Data to examine below:

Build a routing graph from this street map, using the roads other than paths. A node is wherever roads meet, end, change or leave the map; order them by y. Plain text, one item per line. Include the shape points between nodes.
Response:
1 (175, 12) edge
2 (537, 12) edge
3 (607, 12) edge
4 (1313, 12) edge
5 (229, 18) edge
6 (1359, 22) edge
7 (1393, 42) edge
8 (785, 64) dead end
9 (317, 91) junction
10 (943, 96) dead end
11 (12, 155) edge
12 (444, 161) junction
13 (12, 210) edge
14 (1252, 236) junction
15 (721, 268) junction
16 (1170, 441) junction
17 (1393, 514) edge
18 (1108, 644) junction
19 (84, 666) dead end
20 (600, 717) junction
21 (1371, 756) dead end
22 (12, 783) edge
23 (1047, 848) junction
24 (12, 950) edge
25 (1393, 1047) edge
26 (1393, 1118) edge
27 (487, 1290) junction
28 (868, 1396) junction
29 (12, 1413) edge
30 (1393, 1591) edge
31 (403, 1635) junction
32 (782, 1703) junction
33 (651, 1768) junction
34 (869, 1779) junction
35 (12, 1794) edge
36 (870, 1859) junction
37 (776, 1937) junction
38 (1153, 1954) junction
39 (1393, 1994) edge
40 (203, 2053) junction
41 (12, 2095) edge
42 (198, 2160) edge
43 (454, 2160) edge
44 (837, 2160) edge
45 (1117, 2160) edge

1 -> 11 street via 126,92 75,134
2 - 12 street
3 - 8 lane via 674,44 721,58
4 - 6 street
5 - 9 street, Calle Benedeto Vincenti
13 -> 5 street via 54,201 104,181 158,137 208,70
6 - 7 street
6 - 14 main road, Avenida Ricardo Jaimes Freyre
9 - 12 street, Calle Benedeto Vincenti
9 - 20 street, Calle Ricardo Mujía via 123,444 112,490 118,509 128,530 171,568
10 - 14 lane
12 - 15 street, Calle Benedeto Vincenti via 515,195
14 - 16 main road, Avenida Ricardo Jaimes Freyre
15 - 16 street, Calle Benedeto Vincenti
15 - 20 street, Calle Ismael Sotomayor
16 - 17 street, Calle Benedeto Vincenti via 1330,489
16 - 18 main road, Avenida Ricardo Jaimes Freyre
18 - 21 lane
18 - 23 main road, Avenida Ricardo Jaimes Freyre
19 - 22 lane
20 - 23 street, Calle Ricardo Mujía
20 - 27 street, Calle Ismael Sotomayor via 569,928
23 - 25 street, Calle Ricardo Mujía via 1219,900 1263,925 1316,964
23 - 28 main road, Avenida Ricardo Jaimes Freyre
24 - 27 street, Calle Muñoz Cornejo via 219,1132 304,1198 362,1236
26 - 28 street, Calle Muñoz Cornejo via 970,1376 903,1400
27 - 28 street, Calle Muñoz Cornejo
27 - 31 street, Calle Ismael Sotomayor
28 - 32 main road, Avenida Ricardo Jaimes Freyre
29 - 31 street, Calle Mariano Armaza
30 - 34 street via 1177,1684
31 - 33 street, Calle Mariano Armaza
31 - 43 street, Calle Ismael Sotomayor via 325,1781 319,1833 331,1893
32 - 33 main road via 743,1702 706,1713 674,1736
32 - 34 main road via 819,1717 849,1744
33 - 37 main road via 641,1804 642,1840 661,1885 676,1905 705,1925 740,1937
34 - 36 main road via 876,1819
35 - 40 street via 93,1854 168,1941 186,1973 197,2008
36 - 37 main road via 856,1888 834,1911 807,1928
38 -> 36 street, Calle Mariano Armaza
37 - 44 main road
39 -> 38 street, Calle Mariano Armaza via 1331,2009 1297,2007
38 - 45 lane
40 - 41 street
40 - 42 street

End of Data to examine.

Activity = In this exercise, the data above is to be printed exactly.

Result for this exercise =
Build a routing graph from this street map, using the roads other than paths. A node is wherever roads meet, end, change or leave the map; order them by y. Plain text, one item per line. Include the shape points between nodes.
Response:
1 (175, 12) edge
2 (537, 12) edge
3 (607, 12) edge
4 (1313, 12) edge
5 (229, 18) edge
6 (1359, 22) edge
7 (1393, 42) edge
8 (785, 64) dead end
9 (317, 91) junction
10 (943, 96) dead end
11 (12, 155) edge
12 (444, 161) junction
13 (12, 210) edge
14 (1252, 236) junction
15 (721, 268) junction
16 (1170, 441) junction
17 (1393, 514) edge
18 (1108, 644) junction
19 (84, 666) dead end
20 (600, 717) junction
21 (1371, 756) dead end
22 (12, 783) edge
23 (1047, 848) junction
24 (12, 950) edge
25 (1393, 1047) edge
26 (1393, 1118) edge
27 (487, 1290) junction
28 (868, 1396) junction
29 (12, 1413) edge
30 (1393, 1591) edge
31 (403, 1635) junction
32 (782, 1703) junction
33 (651, 1768) junction
34 (869, 1779) junction
35 (12, 1794) edge
36 (870, 1859) junction
37 (776, 1937) junction
38 (1153, 1954) junction
39 (1393, 1994) edge
40 (203, 2053) junction
41 (12, 2095) edge
42 (198, 2160) edge
43 (454, 2160) edge
44 (837, 2160) edge
45 (1117, 2160) edge

1 -> 11 street via 126,92 75,134
2 - 12 street
3 - 8 lane via 674,44 721,58
4 - 6 street
5 - 9 street, Calle Benedeto Vincenti
13 -> 5 street via 54,201 104,181 158,137 208,70
6 - 7 street
6 - 14 main road, Avenida Ricardo Jaimes Freyre
9 - 12 street, Calle Benedeto Vincenti
9 - 20 street, Calle Ricardo Mujía via 123,444 112,490 118,509 128,530 171,568
10 - 14 lane
12 - 15 street, Calle Benedeto Vincenti via 515,195
14 - 16 main road, Avenida Ricardo Jaimes Freyre
15 - 16 street, Calle Benedeto Vincenti
15 - 20 street, Calle Ismael Sotomayor
16 - 17 street, Calle Benedeto Vincenti via 1330,489
16 - 18 main road, Avenida Ricardo Jaimes Freyre
18 - 21 lane
18 - 23 main road, Avenida Ricardo Jaimes Freyre
19 - 22 lane
20 - 23 street, Calle Ricardo Mujía
20 - 27 street, Calle Ismael Sotomayor via 569,928
23 - 25 street, Calle Ricardo Mujía via 1219,900 1263,925 1316,964
23 - 28 main road, Avenida Ricardo Jaimes Freyre
24 - 27 street, Calle Muñoz Cornejo via 219,1132 304,1198 362,1236
26 - 28 street, Calle Muñoz Cornejo via 970,1376 903,1400
27 - 28 street, Calle Muñoz Cornejo
27 - 31 street, Calle Ismael Sotomayor
28 - 32 main road, Avenida Ricardo Jaimes Freyre
29 - 31 street, Calle Mariano Armaza
30 - 34 street via 1177,1684
31 - 33 street, Calle Mariano Armaza
31 - 43 street, Calle Ismael Sotomayor via 325,1781 319,1833 331,1893
32 - 33 main road via 743,1702 706,1713 674,1736
32 - 34 main road via 819,1717 849,1744
33 - 37 main road via 641,1804 642,1840 661,1885 676,1905 705,1925 740,1937
34 - 36 main road via 876,1819
35 - 40 street via 93,1854 168,1941 186,1973 197,2008
36 - 37 main road via 856,1888 834,1911 807,1928
38 -> 36 street, Calle Mariano Armaza
37 - 44 main road
39 -> 38 street, Calle Mariano Armaza via 1331,2009 1297,2007
38 - 45 lane
40 - 41 street
40 - 42 street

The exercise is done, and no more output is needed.